Selenocysteine is a rare, naturally occurring amino acid with a mosaic distribution across all domains of life. Unlike canonical amino acids, selenocysteine does not exist freely, and is directly synthesized on its tRNA which is pre-charged with serine. In bacteria, selenocysteine is co-translationally incorporated in response to specific opal stop codons, designated by the presence of a selenocysteine insertion sequence (SECIS) element which recruits the selenocysteine specific elongation factor and charged tRNA^Sec needed to reassign the UGA codon. The SECIS element is a stem-loop RNA structure immediately following the UGA codon and forms part of the coding sequence in bacterial selenoproteins.
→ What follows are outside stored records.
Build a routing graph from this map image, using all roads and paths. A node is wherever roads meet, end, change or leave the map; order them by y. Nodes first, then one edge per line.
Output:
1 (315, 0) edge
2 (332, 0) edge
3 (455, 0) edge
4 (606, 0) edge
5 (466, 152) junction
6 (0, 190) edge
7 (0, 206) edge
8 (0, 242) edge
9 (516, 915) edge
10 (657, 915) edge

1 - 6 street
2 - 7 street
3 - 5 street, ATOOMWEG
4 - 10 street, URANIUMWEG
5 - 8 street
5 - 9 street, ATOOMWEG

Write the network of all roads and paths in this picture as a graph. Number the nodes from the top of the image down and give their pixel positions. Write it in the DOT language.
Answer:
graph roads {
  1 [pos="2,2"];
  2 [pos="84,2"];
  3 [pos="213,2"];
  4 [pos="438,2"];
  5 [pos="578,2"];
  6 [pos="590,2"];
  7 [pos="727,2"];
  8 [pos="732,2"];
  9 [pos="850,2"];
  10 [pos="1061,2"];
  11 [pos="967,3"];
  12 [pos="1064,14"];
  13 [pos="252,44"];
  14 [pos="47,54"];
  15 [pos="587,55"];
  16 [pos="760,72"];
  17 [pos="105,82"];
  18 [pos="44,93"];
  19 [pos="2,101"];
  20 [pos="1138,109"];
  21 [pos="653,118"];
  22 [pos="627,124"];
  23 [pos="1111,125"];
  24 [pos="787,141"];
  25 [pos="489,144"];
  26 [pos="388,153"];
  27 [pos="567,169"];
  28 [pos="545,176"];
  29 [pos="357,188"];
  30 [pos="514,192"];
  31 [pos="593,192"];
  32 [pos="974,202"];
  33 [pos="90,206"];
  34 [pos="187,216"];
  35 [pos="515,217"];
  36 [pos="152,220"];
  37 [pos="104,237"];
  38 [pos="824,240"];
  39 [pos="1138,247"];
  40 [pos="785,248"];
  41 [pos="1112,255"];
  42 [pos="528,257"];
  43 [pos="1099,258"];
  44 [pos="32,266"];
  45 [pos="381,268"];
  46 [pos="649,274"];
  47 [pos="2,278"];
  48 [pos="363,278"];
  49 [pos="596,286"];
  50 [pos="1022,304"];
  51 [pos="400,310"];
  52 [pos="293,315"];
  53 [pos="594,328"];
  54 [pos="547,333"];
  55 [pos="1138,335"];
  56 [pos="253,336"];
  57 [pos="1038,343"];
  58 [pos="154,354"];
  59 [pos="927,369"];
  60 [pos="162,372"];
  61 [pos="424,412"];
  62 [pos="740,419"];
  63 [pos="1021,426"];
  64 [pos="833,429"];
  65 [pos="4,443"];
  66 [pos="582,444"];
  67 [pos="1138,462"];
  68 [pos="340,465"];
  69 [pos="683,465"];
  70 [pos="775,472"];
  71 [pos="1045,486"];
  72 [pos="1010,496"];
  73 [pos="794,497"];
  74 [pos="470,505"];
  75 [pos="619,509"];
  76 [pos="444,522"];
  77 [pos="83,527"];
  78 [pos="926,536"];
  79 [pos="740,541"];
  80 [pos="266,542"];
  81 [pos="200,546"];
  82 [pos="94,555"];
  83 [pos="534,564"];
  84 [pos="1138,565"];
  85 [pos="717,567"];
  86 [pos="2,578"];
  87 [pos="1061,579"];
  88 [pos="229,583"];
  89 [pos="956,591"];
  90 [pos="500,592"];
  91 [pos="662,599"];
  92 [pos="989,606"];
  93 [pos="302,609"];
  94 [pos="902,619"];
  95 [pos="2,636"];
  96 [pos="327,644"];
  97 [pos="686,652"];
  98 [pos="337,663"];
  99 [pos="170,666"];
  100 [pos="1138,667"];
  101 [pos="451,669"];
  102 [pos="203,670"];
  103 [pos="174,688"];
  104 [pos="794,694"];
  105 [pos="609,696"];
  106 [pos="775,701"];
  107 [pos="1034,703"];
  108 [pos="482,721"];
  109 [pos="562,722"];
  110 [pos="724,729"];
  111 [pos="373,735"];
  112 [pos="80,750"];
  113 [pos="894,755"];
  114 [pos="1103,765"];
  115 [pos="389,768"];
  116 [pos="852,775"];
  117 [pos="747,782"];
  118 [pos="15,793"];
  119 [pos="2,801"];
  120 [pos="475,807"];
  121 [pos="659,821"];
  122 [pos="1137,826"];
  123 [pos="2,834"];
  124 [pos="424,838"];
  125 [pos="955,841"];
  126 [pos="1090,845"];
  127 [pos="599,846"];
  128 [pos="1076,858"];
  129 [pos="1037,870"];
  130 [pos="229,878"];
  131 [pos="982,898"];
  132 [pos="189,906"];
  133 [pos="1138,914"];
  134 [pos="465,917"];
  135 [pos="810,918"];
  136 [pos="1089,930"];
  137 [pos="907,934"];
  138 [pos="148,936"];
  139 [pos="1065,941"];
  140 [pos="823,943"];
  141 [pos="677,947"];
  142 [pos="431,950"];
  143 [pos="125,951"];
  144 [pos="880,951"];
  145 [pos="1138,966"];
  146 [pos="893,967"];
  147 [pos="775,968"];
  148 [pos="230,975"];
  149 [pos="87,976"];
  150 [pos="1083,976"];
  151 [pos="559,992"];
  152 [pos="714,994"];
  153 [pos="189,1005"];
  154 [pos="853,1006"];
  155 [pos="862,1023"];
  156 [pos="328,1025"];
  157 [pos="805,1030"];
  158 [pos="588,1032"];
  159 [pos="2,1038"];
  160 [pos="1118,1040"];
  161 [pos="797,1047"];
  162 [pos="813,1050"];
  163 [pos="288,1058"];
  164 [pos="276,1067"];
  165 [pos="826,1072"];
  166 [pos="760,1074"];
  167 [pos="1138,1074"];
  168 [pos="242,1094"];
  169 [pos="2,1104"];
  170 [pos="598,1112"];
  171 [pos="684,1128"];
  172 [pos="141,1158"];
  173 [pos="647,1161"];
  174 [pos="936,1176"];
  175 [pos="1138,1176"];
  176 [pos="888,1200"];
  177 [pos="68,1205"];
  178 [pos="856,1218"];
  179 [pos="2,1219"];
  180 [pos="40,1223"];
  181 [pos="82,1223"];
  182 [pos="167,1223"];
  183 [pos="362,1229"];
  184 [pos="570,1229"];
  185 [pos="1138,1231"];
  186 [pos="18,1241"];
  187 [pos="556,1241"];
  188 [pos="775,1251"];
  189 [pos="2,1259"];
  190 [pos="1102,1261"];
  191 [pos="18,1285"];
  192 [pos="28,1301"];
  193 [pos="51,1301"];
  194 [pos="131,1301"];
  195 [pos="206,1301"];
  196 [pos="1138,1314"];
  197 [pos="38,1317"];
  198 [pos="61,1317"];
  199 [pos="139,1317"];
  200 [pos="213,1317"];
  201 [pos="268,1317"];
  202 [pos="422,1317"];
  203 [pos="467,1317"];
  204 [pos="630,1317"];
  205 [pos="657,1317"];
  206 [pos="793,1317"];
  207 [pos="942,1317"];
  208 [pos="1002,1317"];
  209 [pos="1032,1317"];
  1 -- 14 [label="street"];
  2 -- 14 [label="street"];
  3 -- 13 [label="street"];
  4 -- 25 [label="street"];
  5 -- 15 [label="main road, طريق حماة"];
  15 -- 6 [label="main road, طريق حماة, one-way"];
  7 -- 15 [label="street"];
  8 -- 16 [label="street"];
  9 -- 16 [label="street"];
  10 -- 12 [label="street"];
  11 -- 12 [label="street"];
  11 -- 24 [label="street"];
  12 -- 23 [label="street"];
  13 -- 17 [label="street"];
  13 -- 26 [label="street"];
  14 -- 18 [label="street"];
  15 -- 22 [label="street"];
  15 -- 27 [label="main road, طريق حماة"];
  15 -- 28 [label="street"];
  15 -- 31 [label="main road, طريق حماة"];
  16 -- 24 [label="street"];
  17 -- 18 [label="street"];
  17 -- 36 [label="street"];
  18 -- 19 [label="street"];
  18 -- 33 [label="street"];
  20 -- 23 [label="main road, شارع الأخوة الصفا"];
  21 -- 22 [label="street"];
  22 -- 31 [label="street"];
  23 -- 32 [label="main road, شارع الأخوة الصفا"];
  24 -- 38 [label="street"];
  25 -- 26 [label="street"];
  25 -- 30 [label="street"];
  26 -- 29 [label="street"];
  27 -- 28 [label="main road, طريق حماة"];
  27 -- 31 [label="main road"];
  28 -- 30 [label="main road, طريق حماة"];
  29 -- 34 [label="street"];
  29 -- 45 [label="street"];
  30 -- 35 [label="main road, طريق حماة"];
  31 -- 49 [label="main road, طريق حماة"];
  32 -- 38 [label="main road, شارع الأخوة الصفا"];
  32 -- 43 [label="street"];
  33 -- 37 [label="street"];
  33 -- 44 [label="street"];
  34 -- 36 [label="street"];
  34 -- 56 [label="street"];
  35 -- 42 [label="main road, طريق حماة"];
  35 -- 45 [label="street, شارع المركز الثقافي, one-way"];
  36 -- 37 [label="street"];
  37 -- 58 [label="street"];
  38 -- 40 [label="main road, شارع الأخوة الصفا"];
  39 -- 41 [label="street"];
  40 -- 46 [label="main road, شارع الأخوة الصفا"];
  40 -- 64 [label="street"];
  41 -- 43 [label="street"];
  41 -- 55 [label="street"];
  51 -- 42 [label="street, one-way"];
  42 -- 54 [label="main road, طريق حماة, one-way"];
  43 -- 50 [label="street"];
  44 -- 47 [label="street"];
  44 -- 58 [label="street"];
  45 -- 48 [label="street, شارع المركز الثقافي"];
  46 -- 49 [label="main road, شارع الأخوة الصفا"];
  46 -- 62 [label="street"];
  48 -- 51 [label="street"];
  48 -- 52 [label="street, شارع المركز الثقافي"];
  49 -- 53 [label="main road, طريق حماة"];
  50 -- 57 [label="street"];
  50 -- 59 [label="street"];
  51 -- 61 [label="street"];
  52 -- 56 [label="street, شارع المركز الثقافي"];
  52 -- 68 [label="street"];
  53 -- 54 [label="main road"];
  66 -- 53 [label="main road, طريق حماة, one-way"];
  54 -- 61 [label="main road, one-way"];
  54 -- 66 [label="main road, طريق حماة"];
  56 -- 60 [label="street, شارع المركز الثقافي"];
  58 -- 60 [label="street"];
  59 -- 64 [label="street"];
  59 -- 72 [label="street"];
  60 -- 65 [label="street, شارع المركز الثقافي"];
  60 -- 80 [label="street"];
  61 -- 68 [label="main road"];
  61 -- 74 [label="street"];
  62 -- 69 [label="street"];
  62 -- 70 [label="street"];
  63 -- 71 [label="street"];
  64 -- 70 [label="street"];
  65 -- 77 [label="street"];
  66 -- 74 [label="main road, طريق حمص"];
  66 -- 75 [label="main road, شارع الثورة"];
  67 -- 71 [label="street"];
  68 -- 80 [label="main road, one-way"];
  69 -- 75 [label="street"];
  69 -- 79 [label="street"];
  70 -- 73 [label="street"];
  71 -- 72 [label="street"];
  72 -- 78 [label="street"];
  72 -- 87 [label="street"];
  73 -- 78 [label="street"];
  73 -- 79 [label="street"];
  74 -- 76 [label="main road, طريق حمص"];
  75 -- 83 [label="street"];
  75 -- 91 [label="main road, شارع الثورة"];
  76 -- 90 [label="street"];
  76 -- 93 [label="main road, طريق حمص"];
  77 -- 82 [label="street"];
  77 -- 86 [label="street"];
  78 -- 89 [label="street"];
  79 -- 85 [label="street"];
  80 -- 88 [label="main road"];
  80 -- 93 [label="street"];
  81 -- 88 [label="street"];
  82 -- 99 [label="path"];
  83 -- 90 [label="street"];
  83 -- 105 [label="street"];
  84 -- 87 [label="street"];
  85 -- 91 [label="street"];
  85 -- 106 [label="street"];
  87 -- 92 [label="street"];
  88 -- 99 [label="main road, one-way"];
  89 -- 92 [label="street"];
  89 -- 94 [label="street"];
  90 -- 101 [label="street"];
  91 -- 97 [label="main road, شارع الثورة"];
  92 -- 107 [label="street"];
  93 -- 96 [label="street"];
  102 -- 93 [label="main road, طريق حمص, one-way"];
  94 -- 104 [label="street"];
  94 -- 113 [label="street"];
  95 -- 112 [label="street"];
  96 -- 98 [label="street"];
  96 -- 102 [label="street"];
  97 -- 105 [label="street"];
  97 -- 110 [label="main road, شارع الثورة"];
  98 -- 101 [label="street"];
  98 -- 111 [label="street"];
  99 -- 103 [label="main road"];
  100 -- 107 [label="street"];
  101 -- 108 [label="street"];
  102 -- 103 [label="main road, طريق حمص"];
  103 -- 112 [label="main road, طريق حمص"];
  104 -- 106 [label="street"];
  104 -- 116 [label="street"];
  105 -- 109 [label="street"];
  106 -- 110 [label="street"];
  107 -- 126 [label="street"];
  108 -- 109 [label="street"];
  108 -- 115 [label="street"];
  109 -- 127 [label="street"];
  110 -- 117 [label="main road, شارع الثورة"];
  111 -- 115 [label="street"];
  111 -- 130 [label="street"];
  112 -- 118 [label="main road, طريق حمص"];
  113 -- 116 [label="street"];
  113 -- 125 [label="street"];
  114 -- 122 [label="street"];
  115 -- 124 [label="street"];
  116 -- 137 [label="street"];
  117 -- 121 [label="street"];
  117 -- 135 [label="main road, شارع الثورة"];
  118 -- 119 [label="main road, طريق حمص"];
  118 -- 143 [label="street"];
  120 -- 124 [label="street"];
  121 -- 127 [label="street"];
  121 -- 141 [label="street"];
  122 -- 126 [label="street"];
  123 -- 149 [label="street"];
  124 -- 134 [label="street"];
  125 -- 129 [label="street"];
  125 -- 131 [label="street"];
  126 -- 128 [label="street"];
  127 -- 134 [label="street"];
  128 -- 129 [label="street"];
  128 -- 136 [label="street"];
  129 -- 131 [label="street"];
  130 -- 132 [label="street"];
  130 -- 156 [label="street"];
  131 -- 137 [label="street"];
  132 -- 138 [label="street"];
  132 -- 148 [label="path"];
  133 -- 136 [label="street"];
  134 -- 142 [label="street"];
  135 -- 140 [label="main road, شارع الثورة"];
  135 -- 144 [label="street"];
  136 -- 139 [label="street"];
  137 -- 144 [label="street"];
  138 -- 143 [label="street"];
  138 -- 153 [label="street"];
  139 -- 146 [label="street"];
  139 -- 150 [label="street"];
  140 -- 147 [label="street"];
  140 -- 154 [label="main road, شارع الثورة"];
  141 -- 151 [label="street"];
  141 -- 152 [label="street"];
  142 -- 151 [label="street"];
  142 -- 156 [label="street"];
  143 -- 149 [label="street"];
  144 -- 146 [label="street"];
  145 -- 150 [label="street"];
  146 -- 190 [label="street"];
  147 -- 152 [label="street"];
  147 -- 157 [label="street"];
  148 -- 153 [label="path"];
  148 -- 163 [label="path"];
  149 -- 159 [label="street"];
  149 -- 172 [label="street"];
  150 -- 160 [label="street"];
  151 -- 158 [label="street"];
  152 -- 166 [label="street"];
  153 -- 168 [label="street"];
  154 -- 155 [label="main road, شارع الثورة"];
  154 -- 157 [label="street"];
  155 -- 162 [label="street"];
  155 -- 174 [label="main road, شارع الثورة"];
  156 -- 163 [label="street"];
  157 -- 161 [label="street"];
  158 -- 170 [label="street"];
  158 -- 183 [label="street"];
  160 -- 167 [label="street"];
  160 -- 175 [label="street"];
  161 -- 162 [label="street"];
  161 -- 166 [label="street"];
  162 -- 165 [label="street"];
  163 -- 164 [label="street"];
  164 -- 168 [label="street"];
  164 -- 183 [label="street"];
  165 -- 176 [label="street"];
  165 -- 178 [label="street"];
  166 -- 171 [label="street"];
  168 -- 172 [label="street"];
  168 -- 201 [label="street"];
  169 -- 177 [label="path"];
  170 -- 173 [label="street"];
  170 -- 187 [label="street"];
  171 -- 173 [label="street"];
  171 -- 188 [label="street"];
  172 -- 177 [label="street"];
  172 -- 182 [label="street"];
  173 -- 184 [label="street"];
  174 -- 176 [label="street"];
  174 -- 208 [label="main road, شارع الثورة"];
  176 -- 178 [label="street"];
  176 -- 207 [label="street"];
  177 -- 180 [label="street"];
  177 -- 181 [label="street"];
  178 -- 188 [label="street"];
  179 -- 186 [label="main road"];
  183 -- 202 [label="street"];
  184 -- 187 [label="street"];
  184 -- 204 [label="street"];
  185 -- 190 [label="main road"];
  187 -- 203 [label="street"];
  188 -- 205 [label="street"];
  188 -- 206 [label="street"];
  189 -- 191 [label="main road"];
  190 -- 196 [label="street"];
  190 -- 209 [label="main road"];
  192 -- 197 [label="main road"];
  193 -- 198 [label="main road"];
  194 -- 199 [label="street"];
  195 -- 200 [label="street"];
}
With a low pKa and strong nucleophilicity,  the site specific incorporation of selenocysteine has great potential for protein engineering, but the sequence constraints imposed by the adjoining SECIS element severely limit its use. A potential solution to this problem is to interface selenocysteine incorporation with the canonical translation machinery. We developed a novel genetic reporter system which depends on the formation of an essential selenyl-sulfhydryl bond to confer antibiotic resistance, allowing high-throughput screening of tRNA^Sec variants compatible with the canonical elongation factor EF-Tu. From a tRNA^Sec library containing a variable antideterminant region, which blocks interaction with EF-Tu, we isolated a tRNA^Sec variant which is compatible with the canonical translation machinery and can suppress amber stop codons to incorporate selenocysteine with high efficiency. Using this evolved tRNA^Sec we have produced new recombinant selenoproteins containing structural motifs such as selenyl-sulfhydryl and diselenide bonds.